- **Input material**:
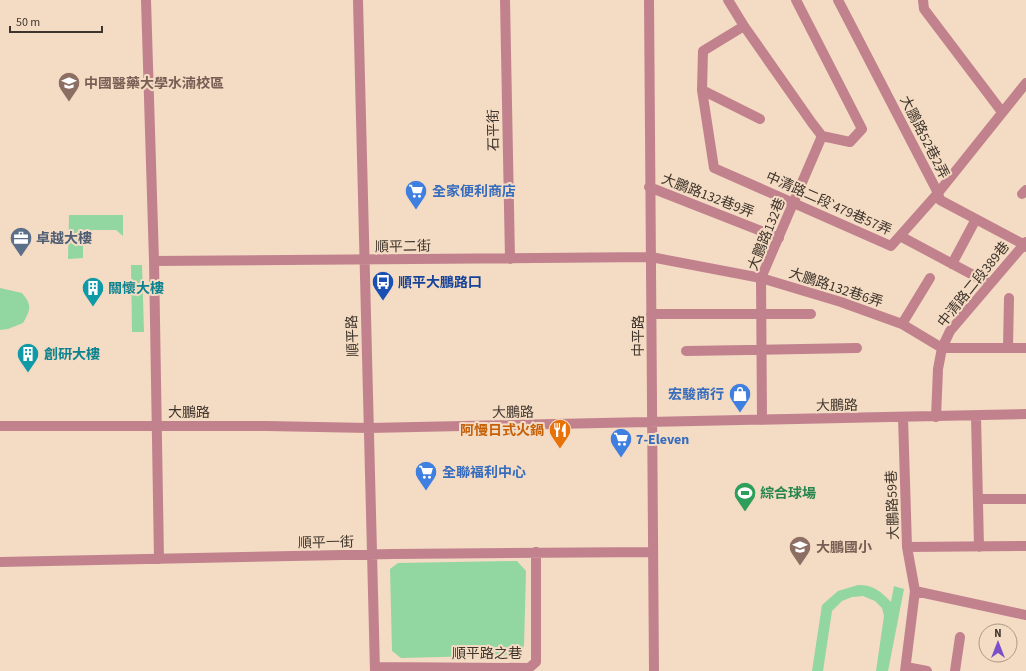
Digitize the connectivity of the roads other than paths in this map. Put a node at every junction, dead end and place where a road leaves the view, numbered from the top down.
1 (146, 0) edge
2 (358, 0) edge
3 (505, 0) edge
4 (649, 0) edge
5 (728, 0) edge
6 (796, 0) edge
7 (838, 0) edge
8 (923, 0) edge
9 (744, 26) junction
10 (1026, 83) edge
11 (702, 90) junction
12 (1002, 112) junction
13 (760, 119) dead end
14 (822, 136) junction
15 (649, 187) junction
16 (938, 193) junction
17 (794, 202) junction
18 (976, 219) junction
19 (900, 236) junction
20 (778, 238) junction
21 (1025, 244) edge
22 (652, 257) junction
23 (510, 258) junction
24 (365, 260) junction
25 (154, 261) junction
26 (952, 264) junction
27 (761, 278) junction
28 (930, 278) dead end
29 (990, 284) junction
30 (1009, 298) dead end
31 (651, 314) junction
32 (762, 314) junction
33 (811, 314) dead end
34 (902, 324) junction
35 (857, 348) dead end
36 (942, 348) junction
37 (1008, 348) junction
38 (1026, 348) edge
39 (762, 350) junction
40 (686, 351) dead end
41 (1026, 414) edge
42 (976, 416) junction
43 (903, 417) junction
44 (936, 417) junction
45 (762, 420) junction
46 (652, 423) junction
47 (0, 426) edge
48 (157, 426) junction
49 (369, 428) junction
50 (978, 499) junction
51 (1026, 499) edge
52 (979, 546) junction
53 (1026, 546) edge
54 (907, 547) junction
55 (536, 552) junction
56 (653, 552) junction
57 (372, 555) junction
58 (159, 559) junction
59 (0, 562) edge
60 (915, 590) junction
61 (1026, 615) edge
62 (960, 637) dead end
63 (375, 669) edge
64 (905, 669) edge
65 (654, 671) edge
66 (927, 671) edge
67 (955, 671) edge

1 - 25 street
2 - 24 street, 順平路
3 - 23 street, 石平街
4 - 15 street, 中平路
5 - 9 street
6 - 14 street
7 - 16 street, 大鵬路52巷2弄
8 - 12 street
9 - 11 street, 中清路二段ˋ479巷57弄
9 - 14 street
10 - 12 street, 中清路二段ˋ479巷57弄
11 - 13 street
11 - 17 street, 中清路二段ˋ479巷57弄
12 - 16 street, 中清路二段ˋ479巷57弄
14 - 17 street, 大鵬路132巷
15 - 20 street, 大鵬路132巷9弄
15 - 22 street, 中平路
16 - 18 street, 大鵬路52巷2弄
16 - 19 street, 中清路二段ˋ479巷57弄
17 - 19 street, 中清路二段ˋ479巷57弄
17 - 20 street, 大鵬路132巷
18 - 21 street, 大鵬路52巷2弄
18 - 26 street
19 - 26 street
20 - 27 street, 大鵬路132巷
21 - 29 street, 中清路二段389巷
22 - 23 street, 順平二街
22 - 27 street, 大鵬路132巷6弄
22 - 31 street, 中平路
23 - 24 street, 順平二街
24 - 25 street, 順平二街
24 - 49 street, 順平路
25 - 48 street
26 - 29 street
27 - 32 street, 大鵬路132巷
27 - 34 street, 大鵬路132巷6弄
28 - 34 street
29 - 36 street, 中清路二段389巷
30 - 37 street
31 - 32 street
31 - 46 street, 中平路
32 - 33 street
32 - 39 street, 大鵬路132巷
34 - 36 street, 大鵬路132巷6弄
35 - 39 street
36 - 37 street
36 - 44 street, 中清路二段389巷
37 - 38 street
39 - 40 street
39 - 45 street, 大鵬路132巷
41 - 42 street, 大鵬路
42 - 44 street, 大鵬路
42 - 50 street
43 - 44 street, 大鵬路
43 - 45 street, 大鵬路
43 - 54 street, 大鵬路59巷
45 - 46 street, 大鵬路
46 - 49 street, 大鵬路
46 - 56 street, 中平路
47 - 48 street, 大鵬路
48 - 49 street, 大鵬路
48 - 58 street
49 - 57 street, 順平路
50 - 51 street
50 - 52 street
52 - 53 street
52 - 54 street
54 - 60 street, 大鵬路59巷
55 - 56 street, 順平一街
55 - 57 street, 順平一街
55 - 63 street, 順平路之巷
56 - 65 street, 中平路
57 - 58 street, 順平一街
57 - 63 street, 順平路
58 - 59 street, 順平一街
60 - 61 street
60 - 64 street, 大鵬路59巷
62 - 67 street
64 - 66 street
==
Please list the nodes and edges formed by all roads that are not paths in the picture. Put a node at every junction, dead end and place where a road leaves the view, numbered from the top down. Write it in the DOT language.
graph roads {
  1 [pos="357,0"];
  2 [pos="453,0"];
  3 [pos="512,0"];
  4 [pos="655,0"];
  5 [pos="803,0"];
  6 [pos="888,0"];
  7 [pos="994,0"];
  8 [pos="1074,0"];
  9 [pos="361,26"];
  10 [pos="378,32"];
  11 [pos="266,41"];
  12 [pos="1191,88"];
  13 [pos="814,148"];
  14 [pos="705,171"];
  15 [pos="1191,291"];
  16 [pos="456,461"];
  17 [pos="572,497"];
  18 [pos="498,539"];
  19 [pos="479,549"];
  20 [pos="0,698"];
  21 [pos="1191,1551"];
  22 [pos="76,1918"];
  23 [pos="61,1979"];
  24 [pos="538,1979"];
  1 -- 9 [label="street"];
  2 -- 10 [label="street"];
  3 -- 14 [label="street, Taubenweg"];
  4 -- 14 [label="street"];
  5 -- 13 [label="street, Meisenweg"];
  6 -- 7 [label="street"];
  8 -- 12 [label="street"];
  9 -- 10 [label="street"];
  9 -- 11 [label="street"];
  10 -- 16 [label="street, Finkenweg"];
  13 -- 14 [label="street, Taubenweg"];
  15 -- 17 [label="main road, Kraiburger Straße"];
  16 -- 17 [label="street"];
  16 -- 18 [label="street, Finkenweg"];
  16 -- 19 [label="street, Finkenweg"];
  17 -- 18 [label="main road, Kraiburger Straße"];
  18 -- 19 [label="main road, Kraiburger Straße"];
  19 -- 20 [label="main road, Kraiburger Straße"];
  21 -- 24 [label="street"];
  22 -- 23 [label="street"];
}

- **Exercise instructions**: A copy of each line above that holds the word "node" is the expected answer.

- **Result of this task**:
Digitize the connectivity of the roads other than paths in this map. Put a node at every junction, dead end and place where a road leaves the view, numbered from the top down.
Please list the nodes and edges formed by all roads that are not paths in the picture. Put a node at every junction, dead end and place where a road leaves the view, numbered from the top down. Write it in the DOT language.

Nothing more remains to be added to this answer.